## EXERCISE REQUIREMENTS
The answer is all of the data repeated exactly, with each picture omitted.

## DATA FOR THE TASK
--

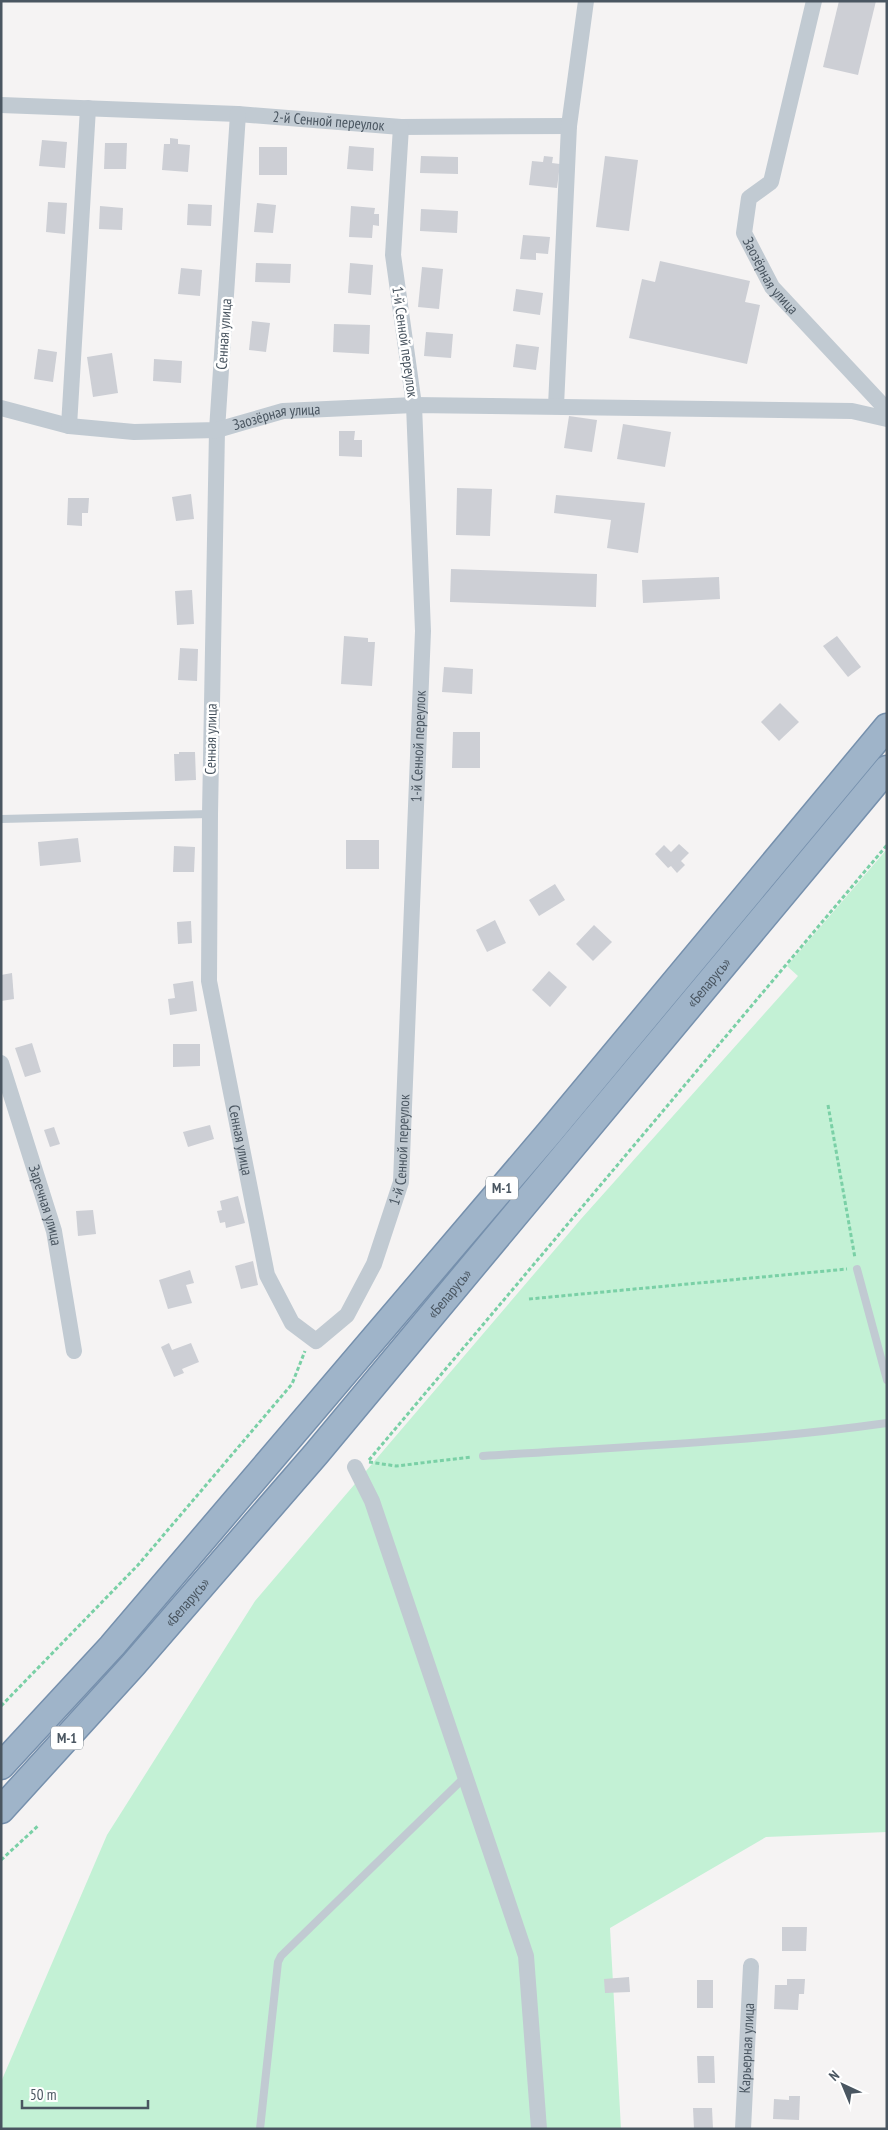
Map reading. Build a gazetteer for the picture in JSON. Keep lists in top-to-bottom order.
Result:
{
  "streets": {
    "highway": ["«Беларусь»", "М-1"],
    "street": [
      "2-й Сенной переулок",
      "Заозёрная улица",
      "Сенная улица",
      "1-й Сенной переулок",
      "Заречная улица",
      "Карьерная улица"
    ]
  },
  "crossings": [
    ["2-й Сенной переулок", "Сенная улица"],
    ["2-й Сенной переулок", "1-й Сенной переулок"],
    ["Заозёрная улица", "Сенная улица"],
    ["Заозёрная улица", "1-й Сенной переулок"],
    ["Сенная улица", "1-й Сенной переулок"]
  ],
  "scale_bar": "50 m",
  "north": "top left"
}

--

## PROBLEM SOLUTION
Map reading. Build a gazetteer for the picture in JSON. Keep lists in top-to-bottom order.
Result:
{
  "streets": {
    "highway": ["«Беларусь»", "М-1"],
    "street": [
      "2-й Сенной переулок",
      "Заозёрная улица",
      "Сенная улица",
      "1-й Сенной переулок",
      "Заречная улица",
      "Карьерная улица"
    ]
  },
  "crossings": [
    ["2-й Сенной переулок", "Сенная улица"],
    ["2-й Сенной переулок", "1-й Сенной переулок"],
    ["Заозёрная улица", "Сенная улица"],
    ["Заозёрная улица", "1-й Сенной переулок"],
    ["Сенная улица", "1-й Сенной переулок"]
  ],
  "scale_bar": "50 m",
  "north": "top left"
}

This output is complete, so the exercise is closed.